Problem to work on
From the records below, please return each line that holds the word "bottom".

Saved entries:
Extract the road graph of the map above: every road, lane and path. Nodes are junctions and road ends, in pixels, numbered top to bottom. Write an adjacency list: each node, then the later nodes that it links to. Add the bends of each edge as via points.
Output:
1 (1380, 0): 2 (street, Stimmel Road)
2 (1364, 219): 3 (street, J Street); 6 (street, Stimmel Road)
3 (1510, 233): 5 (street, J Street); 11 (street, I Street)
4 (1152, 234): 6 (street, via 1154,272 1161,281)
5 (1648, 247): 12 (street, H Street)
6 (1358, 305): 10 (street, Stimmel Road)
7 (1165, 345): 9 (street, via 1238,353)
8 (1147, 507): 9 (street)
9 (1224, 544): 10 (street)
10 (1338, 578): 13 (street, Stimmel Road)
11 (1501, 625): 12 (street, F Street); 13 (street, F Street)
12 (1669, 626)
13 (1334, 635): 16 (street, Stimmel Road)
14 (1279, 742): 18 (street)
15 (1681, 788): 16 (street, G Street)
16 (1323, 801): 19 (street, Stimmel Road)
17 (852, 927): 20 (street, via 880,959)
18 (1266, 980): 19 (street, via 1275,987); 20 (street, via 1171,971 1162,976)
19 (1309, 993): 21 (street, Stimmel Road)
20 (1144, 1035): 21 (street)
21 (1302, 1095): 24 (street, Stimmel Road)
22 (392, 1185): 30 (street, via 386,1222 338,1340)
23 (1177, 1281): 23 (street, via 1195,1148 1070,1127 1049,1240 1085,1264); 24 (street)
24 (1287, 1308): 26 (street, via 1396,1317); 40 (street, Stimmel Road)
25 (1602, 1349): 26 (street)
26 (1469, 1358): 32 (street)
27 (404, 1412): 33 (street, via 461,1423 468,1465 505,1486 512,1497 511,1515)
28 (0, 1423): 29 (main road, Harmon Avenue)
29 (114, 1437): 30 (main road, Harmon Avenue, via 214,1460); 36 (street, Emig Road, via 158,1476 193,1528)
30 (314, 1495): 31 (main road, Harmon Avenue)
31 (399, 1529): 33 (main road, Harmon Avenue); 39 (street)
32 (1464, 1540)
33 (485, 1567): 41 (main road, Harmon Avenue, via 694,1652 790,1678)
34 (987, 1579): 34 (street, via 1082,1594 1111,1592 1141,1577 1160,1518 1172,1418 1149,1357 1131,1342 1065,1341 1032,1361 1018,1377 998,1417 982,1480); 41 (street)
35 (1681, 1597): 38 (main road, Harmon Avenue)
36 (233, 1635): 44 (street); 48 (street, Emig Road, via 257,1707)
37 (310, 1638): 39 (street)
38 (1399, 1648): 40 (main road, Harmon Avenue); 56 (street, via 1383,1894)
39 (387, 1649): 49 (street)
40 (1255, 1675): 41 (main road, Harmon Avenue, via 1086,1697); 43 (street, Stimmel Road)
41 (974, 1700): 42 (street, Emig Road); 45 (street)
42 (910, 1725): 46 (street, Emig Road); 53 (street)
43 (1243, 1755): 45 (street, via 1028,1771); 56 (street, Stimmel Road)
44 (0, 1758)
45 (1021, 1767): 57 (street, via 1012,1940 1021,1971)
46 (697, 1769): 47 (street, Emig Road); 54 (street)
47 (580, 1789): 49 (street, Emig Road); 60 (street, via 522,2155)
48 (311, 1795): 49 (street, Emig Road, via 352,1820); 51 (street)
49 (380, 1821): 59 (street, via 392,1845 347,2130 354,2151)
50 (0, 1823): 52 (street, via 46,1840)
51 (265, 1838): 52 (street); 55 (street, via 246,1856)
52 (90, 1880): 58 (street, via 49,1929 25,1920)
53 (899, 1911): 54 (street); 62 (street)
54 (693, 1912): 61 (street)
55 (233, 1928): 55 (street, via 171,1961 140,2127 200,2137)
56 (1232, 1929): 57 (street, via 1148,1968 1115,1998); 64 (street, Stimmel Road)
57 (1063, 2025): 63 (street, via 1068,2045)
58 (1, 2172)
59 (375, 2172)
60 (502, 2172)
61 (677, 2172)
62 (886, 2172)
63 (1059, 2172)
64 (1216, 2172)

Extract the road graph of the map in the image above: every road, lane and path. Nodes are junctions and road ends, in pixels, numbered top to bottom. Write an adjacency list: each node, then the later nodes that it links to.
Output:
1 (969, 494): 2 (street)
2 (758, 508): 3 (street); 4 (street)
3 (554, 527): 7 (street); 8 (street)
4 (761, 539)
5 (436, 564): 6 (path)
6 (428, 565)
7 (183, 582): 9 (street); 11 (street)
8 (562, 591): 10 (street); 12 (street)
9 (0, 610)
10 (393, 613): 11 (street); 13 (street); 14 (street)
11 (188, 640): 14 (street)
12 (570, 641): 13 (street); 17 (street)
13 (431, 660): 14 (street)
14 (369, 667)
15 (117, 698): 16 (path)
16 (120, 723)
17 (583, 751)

Result for this exercise
Extract the road graph of the map above: every road, lane and path. Nodes are junctions and road ends, in pixels, numbered top to bottom. Write an adjacency list: each node, then the later nodes that it links to. Add the bends of each edge as via points.
Extract the road graph of the map in the image above: every road, lane and path. Nodes are junctions and road ends, in pixels, numbered top to bottom. Write an adjacency list: each node, then the later nodes that it links to.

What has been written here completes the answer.